Prediction Analytics: Four Critical Aspects You're Missing
Updated: Dec 7, 2020
by Joan Ross, Chief Intelligence Officer. Part 2 of a 2-part series.
In our last post, we established the crucial role that Machine Learning and Artificial Intelligence (ML/AI) will play in your cybersecurity strategy. In this post, we'll drill down into the four most critical missing aspects and illustrate how InsightCyber will fill the gap.
1. Data at Scale
The most pressing problem for many organizations is that the available commercial technology to date performs poorly when transacting large amounts of data. Attackers count on overwhelming security teams with the sheer volume of data transacted. It’s much more complicated than finding a needle in a haystack when the entire ecosystem is a field of hay blowing in the wind, changing and transmuting as it progresses through being harvested, baled, and transported in every direction.
Even when smaller amounts of data are transacted, ongoing ML and AI require great amounts of scale to better determine behavior minutia.
2. Signatures Fail
Time and again, security analysts have seen investments in signature-based technology fail against security attacks. The reason for this is that fresh attack methods and code are defeating known signatures and this is always occurring, and always will.
InsightCyber's security experts have experienced this in their own careers. They would take the latest intelligence, programmatically validate systems against known attack vectors, alert and monitor systems, only to receive an alert several hours too late that an unauthorized person had accessed a production system.
The best of current technology could not protect against a basic security tenet of role-based access by an unauthorized individual in a timely alerting manner, despite a significant resource skill, time, and technology investment.
Security personnel spend enormous amounts of time with vendors while malware code is reversed-engineered and new signatures are generated and applied. In many cases, this happens after the damage has already been done and a successful attack and exfiltration of data accomplished, or ransomware applied.
3. Alert Fatigue
Alert fatigue is the bane of cybersecurity personnel's existence. When security teams become exhausted, the danger of the real attack progressing from a diversion attack occurs. If technology is always producing inaccurate alerts, the team can become less responsive if they believe it’s another false positive. This has the danger of letting actual attacks slip through.
When asking a security team how many false positive alerts they chase per day, the most common answer is “too many to count.” This has led to some teams to remove or suppress technology alerts from certain events due to their unreliability and inaccuracy.
If you focus on the reconnaissance stage of attacker behavior, which the MITRE ATT&CK framework (v8) recommends, how can you avoid alert fatigue from false positives? Many organizations have these problems to solve in addition to the challenges of finding and retaining trained, adept security personnel.

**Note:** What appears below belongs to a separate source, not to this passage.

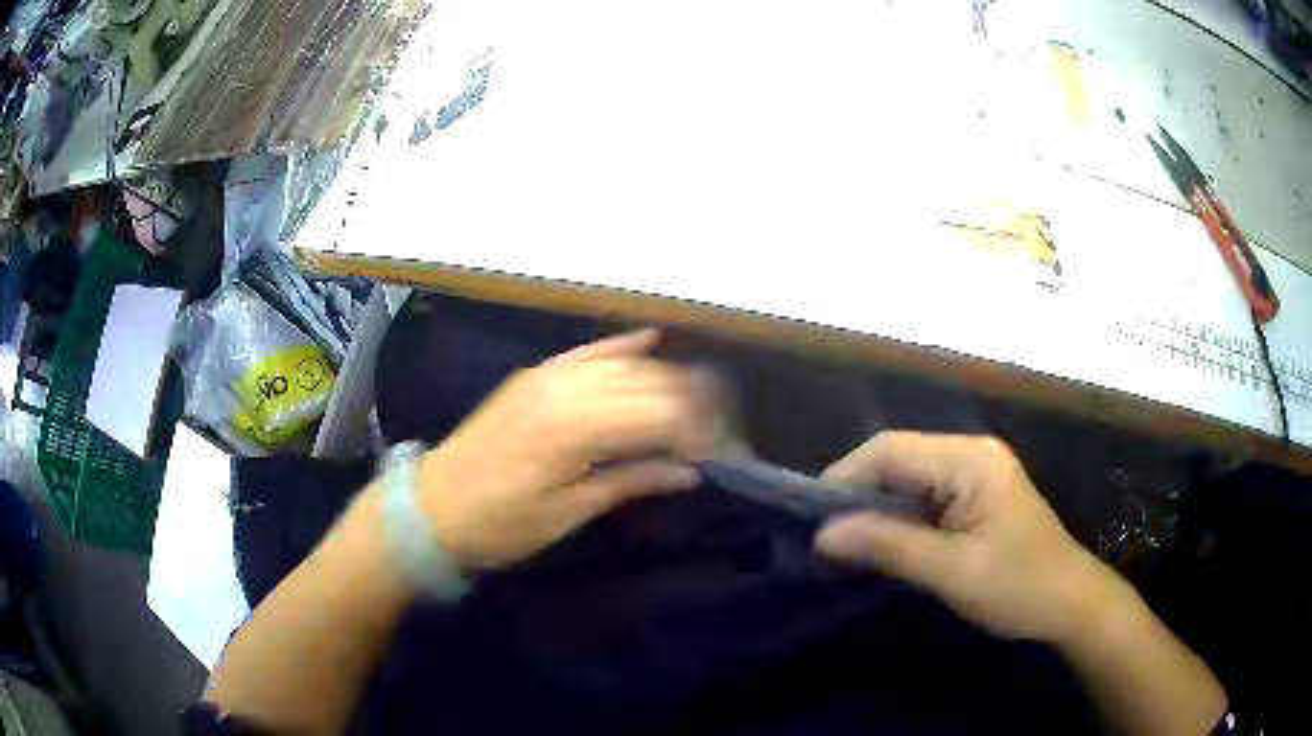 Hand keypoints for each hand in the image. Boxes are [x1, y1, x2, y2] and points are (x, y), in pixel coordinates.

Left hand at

With the pandemic, a demanding market of dedicated security people are dwindling along with budgets, training, and battling aging technical infrastructure that has never fully delivered in pinpointing malicious activities -- whether from inside or outside the digital cyber and physical device ecosystems.
4. Prediction Analytics
We’ve solved for data at scale. What can prediction analytics provide that’s more reliable than signatures? Prediction analytics looks at behaviors of everything on your network over time, including devices, applications, usages, communications, changes, etc. and determines baseline behaviors, and those activities clearly indicative of pending attack. Not only does this eliminate false positives and alert fatigue, it frees up your security team to focus on more critical issues.
No longer in its infancy, ML and AI algorithms have advanced to map out at extreme scale. InsightCyber takes the collective behavior of data, devices and activities across a company’s technology stack. It yields an advanced UI utilizing cognitive visual analytics to enable not only security analysts, but other supporting roles in an organization tasked with supporting the security and information technology team (executives, managers, audit, compliance, help desk, etc.). They view dashboards designed for their roles that present high risk anomalies. So, combined with human sensibility, organizations can get ahead of cyber-attacks before the devastate operations and infiltrate sensitive data systems.
At InsightCyber, the ideal team came together to create this advanced, defense-forward platform, known as NetRadar™:
The CEO of InsightCyber has started seven technology companies to date;
The CTO has created many original pattern recognition algorithms and predictive analytics used for the last 20 years;
The Chief Security Officer is known for tying risk management to revenue-producing systems;
The Chief Intelligence Officer has worked with preventing and combatting high-impact attacks;
The Chief Scientist has NSA nation-state experience.
Involving academic and research communities to ensure rigor in their research and testing, they are able to bring this technology into the commercial, high transaction and other interested sectors.